Reggie shot the police officer an annoyed look before turning to Ava. ‘I’ll get you booked into a hotel, darling. Get some security organised first thing in the morning.’
Blake also decided Reggie was an A-grade fool. ‘I don’t think you’re listening, mate,’ Blake said. ‘I think the detective sergeant knows what he’s on about. It sounds like it might be best for her to go dark for a while.’

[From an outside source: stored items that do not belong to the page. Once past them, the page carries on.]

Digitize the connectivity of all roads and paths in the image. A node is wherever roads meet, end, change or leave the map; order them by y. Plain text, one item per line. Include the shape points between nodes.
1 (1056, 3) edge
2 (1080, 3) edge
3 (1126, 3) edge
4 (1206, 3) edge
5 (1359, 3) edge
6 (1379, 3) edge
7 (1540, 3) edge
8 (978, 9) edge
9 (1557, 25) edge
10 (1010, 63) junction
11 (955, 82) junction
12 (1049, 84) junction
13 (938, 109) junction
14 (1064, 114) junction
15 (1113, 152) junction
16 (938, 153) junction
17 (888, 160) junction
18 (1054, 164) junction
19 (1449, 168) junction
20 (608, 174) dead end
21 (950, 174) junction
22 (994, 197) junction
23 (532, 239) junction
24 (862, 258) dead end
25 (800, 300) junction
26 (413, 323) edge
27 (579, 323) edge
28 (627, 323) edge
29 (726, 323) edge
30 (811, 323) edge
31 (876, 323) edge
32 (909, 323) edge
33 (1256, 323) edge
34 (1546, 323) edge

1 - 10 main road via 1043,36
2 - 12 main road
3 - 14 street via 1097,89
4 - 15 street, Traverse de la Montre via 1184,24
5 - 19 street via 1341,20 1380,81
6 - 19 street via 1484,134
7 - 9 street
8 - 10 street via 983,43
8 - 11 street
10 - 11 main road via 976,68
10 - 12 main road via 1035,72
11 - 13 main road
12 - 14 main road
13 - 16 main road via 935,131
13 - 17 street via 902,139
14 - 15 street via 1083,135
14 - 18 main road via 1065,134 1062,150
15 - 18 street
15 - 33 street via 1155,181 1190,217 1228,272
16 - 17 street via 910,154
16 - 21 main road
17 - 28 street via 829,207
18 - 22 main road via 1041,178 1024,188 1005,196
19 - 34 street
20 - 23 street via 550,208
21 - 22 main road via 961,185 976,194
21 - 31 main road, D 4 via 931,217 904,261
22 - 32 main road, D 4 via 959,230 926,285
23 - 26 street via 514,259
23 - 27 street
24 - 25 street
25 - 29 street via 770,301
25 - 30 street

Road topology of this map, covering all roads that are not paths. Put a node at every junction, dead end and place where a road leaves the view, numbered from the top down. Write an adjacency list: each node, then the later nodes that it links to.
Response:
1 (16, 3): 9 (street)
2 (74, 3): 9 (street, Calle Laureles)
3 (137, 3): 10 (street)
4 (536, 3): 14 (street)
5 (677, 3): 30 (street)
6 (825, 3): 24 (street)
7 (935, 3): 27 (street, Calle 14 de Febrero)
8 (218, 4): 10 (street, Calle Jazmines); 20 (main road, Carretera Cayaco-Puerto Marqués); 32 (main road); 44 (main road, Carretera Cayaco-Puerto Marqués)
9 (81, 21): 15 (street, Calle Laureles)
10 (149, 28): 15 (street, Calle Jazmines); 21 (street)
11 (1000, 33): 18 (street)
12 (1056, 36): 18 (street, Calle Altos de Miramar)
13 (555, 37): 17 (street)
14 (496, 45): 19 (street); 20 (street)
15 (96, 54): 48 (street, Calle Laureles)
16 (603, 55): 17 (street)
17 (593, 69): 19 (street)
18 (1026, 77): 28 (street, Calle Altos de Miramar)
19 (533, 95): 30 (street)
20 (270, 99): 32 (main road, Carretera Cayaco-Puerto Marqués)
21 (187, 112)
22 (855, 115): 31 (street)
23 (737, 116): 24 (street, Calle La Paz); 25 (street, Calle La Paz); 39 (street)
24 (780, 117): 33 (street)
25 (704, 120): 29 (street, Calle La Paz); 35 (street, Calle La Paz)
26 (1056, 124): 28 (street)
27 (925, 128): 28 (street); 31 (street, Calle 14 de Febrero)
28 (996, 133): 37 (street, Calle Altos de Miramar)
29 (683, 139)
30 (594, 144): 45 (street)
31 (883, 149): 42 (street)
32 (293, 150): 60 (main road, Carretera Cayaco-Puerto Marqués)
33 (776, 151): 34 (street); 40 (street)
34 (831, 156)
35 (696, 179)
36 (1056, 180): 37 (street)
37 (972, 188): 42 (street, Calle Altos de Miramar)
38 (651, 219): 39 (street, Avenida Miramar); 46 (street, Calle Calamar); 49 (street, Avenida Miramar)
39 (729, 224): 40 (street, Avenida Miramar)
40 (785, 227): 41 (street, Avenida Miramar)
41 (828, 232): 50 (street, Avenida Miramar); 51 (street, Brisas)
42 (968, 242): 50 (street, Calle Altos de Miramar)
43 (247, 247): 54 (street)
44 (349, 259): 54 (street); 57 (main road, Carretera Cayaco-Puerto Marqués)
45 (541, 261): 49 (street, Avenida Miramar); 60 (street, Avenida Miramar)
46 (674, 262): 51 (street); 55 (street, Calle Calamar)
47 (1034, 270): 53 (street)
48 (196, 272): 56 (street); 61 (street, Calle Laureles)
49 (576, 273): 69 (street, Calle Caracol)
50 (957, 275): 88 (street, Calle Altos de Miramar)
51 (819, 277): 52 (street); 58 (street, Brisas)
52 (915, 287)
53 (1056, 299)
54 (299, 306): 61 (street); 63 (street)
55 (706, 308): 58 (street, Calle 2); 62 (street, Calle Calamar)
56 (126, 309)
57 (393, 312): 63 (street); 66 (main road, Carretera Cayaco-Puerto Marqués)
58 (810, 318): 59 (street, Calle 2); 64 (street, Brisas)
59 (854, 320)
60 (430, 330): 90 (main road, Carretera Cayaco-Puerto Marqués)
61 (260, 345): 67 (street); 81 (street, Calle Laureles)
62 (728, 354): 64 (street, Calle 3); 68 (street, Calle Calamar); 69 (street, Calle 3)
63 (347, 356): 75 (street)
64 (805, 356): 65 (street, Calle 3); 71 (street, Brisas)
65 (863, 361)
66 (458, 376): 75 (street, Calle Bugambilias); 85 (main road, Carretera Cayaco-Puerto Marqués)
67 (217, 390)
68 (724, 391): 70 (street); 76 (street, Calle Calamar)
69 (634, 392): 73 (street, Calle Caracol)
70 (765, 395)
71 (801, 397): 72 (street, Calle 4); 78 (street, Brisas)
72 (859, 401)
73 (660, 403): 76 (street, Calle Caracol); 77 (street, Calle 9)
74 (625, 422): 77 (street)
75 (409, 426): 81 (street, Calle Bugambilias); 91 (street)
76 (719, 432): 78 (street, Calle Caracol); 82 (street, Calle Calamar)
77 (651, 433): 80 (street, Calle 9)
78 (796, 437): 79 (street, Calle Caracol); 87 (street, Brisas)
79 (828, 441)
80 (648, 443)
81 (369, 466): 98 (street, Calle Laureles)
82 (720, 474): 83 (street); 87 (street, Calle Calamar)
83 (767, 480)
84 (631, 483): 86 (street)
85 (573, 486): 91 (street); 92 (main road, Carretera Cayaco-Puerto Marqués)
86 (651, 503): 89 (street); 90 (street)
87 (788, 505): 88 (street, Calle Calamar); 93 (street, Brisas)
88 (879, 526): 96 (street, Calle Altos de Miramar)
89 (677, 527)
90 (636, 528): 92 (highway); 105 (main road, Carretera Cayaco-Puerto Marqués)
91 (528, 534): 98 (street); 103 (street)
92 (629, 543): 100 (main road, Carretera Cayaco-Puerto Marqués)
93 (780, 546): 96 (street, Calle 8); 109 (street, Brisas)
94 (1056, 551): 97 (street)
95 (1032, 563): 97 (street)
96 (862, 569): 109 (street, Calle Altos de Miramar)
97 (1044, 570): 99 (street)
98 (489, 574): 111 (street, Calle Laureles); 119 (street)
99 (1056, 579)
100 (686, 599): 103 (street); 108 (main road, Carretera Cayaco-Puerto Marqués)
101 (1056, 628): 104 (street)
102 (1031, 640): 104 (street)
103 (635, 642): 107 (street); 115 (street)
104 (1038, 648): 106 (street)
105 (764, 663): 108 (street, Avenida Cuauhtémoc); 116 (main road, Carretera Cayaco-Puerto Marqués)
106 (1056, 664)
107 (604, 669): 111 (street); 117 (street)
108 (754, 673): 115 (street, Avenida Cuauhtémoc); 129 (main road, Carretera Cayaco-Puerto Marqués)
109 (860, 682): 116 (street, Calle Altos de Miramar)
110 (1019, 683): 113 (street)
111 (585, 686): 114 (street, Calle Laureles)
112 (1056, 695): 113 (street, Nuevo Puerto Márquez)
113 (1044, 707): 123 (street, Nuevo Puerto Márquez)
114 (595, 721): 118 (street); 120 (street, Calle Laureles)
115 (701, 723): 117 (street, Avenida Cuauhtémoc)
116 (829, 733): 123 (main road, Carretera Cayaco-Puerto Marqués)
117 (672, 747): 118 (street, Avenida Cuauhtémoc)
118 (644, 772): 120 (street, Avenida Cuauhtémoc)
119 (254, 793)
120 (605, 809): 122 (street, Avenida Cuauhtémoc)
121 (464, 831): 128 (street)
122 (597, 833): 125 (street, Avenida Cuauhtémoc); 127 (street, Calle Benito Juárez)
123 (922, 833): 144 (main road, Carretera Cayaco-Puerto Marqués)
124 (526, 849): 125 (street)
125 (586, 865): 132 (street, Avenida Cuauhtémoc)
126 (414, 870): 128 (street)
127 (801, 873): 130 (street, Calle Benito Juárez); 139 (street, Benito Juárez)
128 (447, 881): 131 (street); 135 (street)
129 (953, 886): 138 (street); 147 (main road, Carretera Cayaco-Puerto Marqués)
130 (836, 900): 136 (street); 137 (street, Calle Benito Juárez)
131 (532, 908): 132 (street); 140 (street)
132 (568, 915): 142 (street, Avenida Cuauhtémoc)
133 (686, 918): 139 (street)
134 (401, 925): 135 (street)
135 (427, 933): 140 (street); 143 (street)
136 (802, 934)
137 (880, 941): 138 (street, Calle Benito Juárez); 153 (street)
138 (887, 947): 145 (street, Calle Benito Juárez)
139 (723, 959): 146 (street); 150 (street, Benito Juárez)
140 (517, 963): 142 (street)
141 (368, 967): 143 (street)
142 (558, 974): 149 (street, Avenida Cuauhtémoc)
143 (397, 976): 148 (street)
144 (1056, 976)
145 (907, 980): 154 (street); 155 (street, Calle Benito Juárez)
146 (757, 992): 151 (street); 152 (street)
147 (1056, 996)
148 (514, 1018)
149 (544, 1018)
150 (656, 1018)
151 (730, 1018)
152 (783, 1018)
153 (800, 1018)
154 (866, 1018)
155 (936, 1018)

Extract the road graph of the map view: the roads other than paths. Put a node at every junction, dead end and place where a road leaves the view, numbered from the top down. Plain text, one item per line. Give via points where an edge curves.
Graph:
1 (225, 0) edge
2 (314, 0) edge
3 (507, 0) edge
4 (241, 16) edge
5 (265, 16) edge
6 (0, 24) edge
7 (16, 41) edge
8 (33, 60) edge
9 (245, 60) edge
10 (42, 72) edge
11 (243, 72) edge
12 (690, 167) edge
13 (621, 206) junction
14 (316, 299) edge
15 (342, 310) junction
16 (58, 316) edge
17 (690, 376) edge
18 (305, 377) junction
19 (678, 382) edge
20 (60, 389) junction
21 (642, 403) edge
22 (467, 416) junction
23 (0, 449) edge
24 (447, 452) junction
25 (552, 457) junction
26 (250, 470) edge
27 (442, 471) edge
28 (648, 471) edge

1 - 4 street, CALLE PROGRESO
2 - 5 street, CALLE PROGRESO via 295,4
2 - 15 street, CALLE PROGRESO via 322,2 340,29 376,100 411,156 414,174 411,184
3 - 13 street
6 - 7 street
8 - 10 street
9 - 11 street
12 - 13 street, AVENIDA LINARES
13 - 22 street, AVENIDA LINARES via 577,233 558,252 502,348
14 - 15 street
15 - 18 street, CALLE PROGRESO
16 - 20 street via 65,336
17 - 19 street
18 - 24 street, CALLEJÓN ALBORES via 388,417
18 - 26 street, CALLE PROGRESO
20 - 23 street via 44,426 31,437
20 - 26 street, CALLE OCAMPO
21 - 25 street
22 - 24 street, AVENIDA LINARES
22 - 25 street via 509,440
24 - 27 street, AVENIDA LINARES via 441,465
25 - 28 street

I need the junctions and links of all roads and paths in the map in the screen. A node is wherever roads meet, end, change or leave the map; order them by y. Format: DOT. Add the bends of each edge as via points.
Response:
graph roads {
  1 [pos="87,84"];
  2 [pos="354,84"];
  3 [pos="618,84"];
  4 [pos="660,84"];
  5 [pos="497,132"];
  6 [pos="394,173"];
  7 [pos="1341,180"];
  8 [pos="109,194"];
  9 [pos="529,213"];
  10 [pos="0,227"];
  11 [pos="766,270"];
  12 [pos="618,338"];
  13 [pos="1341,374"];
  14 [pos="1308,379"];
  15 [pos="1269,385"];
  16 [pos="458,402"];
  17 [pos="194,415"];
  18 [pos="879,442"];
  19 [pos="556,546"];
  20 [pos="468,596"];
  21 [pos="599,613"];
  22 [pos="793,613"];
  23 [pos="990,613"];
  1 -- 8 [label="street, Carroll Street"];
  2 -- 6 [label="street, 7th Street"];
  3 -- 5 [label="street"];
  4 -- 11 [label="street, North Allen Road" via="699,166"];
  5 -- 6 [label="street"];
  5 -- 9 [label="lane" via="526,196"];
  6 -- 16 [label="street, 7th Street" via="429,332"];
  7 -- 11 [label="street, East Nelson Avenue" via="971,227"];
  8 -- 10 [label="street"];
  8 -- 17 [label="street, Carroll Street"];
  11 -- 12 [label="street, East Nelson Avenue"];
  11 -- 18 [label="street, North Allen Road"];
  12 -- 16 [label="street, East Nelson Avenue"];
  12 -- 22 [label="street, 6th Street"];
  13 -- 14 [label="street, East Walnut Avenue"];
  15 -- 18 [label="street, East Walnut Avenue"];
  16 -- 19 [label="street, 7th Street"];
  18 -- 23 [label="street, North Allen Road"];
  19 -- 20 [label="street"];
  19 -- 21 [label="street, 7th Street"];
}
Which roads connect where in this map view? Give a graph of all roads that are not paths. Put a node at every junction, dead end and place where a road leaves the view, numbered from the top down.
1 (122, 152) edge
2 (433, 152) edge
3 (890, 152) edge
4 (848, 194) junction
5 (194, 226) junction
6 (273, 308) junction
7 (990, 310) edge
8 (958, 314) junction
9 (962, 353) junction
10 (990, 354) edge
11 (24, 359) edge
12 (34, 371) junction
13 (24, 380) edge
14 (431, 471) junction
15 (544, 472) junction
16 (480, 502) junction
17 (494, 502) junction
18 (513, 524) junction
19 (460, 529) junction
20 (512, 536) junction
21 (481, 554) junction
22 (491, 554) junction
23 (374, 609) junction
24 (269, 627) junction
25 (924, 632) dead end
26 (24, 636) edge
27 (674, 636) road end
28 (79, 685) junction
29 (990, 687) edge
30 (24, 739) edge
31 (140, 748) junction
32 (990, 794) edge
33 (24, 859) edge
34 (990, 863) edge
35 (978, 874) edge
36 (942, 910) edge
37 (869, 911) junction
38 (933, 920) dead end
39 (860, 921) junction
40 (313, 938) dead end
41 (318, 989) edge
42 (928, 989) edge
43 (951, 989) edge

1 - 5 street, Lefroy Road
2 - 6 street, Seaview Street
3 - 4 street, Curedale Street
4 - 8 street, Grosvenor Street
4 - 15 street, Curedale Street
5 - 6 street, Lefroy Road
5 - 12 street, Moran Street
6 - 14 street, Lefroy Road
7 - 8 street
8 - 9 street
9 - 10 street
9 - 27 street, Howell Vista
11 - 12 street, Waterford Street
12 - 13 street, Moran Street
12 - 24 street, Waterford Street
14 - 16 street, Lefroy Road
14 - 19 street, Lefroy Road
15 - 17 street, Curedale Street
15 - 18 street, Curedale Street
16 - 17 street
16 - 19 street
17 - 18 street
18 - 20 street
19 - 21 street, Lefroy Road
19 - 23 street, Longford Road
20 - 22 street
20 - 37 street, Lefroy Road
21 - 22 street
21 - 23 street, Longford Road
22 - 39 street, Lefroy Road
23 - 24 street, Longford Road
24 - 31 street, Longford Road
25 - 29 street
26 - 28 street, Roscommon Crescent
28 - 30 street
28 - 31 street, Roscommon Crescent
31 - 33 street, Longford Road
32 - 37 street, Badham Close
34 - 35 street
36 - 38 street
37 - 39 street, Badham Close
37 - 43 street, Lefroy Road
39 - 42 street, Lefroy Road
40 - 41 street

‘Ava, darling,’ Reggie appealed to her. ‘I think they’re making a mountain out of a molehill.’
‘Someone freaking shot up her house,’ Blake snapped. ‘Aren’t you supposed to have her best interests at heart?’
‘It’s in Ava’s best interests to keep working,’ Reggie said through gritted teeth.
Ava’s head was about to explode as they discussed her life as if she weren’t there. Her hand throbbed too and she felt incredibly weary all of a sudden. She just wanted to lie down somewhere dark and sleep for a week and forget that somebody had shot up her house. Her beautiful, beautiful house.
‘Do you think I could just go to the hospital and get seen to first?’ she interrupted them.
It was all the encouragement the paramedic needed. ‘Right. Question time is over,’ he said, stepping in front of them all, and Ava could have kissed him as he took over as efficiently as he’d bandaged her hand earlier. ‘We’re taking her to the nearest hospital.’
Reggie shook his head. ‘No. Ms Kelly sees a private physician on Harley Street.’
The paramedic bristled. ‘It’s nine o’clock at night. Ms Kelly needs an X-ray, possibly a CT scan. She needs a hospital.’
‘The nearest hospital is fine,’ Ava assured the paramedic, before Reggie could say any more.
‘Are you okay to walk to the ambulance?’ the paramedic asked her.
Ava nodded. ‘I can walk.’
Blake checked his watch. He could be home and officially on holidays within half an hour. He could almost taste the cold beer he had waiting in his fridge to celebrate the end of having to deal with Little-Ms-Red-Bikini.
Except Ava Kelly looked far from the diva he’d pegged her as right now.
She looked pale and shaken, her freckles more pronounced. The small cut on her cheekbone was a stark reminder of what had happened to her tonight and part of him felt wrong walking away. Leaving her in the clutches of her shark-like agent. He hesitated. She wasn’t his responsibility; he knew that. He’d simply been in the wrong place at the wrong time and she was a big girl—what she chose to do next was none of his business.
But he didn’t feel she was going to get the wisest counsel from good old Reggie.
‘You need me for anything else, Detective Sergeant?’ he asked.
Ken shook his head. ‘I have your details here if I need to contact you.’
Blake nodded. That was that, then. Duty discharged. But before he could say goodbye her hand reached out and clutched at his forearm. ‘Can you come with me?’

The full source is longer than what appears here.